Exercise directions:
Set down every record below exactly as it stands.

Given records:
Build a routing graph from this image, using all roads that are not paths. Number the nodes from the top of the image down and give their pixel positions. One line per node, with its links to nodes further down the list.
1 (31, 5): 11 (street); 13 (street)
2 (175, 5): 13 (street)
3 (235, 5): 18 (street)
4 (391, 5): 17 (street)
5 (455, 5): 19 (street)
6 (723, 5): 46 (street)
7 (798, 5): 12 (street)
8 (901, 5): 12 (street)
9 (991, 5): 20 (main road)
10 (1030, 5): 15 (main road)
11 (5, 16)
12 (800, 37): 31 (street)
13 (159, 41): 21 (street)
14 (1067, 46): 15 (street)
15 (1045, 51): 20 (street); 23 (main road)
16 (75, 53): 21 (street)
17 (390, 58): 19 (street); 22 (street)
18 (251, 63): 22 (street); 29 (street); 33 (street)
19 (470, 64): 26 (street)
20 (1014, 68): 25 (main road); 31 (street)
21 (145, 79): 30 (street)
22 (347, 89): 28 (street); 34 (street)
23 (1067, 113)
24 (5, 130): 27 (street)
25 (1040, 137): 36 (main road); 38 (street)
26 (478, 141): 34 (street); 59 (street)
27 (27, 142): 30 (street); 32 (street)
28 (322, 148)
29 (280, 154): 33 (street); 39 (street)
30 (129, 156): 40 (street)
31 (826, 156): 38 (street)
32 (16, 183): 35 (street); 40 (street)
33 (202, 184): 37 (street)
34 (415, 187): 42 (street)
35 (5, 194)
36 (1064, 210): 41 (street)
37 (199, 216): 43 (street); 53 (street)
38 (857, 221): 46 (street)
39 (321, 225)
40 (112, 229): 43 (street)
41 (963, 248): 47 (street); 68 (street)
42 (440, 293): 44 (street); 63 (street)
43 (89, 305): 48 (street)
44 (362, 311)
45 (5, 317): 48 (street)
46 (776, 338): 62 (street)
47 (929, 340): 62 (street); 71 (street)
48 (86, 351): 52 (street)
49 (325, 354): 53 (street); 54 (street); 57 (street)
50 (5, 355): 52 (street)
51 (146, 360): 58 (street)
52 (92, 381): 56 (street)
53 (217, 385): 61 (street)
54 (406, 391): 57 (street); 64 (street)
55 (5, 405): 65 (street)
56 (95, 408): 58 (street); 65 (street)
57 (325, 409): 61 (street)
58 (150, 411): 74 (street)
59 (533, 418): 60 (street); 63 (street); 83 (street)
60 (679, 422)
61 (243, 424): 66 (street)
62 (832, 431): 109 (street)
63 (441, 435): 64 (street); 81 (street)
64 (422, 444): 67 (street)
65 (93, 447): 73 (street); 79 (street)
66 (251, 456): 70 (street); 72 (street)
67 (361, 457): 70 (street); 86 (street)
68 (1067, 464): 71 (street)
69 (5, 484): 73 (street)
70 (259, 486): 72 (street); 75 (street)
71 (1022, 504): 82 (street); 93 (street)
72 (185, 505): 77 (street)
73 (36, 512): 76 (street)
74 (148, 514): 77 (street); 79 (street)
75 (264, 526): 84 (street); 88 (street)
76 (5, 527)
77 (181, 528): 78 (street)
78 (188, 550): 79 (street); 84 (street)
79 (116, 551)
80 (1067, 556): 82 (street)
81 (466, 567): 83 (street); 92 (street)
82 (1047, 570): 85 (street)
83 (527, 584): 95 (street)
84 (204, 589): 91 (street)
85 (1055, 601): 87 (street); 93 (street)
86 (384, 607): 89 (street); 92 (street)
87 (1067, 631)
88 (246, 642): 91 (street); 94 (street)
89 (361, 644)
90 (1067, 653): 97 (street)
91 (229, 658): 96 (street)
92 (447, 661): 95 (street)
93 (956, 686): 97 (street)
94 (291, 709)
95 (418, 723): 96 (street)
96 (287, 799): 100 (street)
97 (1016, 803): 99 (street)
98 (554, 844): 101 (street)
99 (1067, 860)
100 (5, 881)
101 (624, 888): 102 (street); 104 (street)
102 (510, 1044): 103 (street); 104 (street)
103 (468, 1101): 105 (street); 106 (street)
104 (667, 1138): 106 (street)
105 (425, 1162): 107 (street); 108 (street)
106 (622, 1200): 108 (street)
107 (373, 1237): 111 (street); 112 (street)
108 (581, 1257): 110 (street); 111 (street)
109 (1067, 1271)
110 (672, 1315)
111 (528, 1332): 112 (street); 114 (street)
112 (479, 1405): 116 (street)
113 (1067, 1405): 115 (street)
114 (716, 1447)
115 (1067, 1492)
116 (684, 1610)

Completed task:
Build a routing graph from this image, using all roads that are not paths. Number the nodes from the top of the image down and give their pixel positions. One line per node, with its links to nodes further down the list.
1 (31, 5): 11 (street); 13 (street)
2 (175, 5): 13 (street)
3 (235, 5): 18 (street)
4 (391, 5): 17 (street)
5 (455, 5): 19 (street)
6 (723, 5): 46 (street)
7 (798, 5): 12 (street)
8 (901, 5): 12 (street)
9 (991, 5): 20 (main road)
10 (1030, 5): 15 (main road)
11 (5, 16)
12 (800, 37): 31 (street)
13 (159, 41): 21 (street)
14 (1067, 46): 15 (street)
15 (1045, 51): 20 (street); 23 (main road)
16 (75, 53): 21 (street)
17 (390, 58): 19 (street); 22 (street)
18 (251, 63): 22 (street); 29 (street); 33 (street)
19 (470, 64): 26 (street)
20 (1014, 68): 25 (main road); 31 (street)
21 (145, 79): 30 (street)
22 (347, 89): 28 (street); 34 (street)
23 (1067, 113)
24 (5, 130): 27 (street)
25 (1040, 137): 36 (main road); 38 (street)
26 (478, 141): 34 (street); 59 (street)
27 (27, 142): 30 (street); 32 (street)
28 (322, 148)
29 (280, 154): 33 (street); 39 (street)
30 (129, 156): 40 (street)
31 (826, 156): 38 (street)
32 (16, 183): 35 (street); 40 (street)
33 (202, 184): 37 (street)
34 (415, 187): 42 (street)
35 (5, 194)
36 (1064, 210): 41 (street)
37 (199, 216): 43 (street); 53 (street)
38 (857, 221): 46 (street)
39 (321, 225)
40 (112, 229): 43 (street)
41 (963, 248): 47 (street); 68 (street)
42 (440, 293): 44 (street); 63 (street)
43 (89, 305): 48 (street)
44 (362, 311)
45 (5, 317): 48 (street)
46 (776, 338): 62 (street)
47 (929, 340): 62 (street); 71 (street)
48 (86, 351): 52 (street)
49 (325, 354): 53 (street); 54 (street); 57 (street)
50 (5, 355): 52 (street)
51 (146, 360): 58 (street)
52 (92, 381): 56 (street)
53 (217, 385): 61 (street)
54 (406, 391): 57 (street); 64 (street)
55 (5, 405): 65 (street)
56 (95, 408): 58 (street); 65 (street)
57 (325, 409): 61 (street)
58 (150, 411): 74 (street)
59 (533, 418): 60 (street); 63 (street); 83 (street)
60 (679, 422)
61 (243, 424): 66 (street)
62 (832, 431): 109 (street)
63 (441, 435): 64 (street); 81 (street)
64 (422, 444): 67 (street)
65 (93, 447): 73 (street); 79 (street)
66 (251, 456): 70 (street); 72 (street)
67 (361, 457): 70 (street); 86 (street)
68 (1067, 464): 71 (street)
69 (5, 484): 73 (street)
70 (259, 486): 72 (street); 75 (street)
71 (1022, 504): 82 (street); 93 (street)
72 (185, 505): 77 (street)
73 (36, 512): 76 (street)
74 (148, 514): 77 (street); 79 (street)
75 (264, 526): 84 (street); 88 (street)
76 (5, 527)
77 (181, 528): 78 (street)
78 (188, 550): 79 (street); 84 (street)
79 (116, 551)
80 (1067, 556): 82 (street)
81 (466, 567): 83 (street); 92 (street)
82 (1047, 570): 85 (street)
83 (527, 584): 95 (street)
84 (204, 589): 91 (street)
85 (1055, 601): 87 (street); 93 (street)
86 (384, 607): 89 (street); 92 (street)
87 (1067, 631)
88 (246, 642): 91 (street); 94 (street)
89 (361, 644)
90 (1067, 653): 97 (street)
91 (229, 658): 96 (street)
92 (447, 661): 95 (street)
93 (956, 686): 97 (street)
94 (291, 709)
95 (418, 723): 96 (street)
96 (287, 799): 100 (street)
97 (1016, 803): 99 (street)
98 (554, 844): 101 (street)
99 (1067, 860)
100 (5, 881)
101 (624, 888): 102 (street); 104 (street)
102 (510, 1044): 103 (street); 104 (street)
103 (468, 1101): 105 (street); 106 (street)
104 (667, 1138): 106 (street)
105 (425, 1162): 107 (street); 108 (street)
106 (622, 1200): 108 (street)
107 (373, 1237): 111 (street); 112 (street)
108 (581, 1257): 110 (street); 111 (street)
109 (1067, 1271)
110 (672, 1315)
111 (528, 1332): 112 (street); 114 (street)
112 (479, 1405): 116 (street)
113 (1067, 1405): 115 (street)
114 (716, 1447)
115 (1067, 1492)
116 (684, 1610)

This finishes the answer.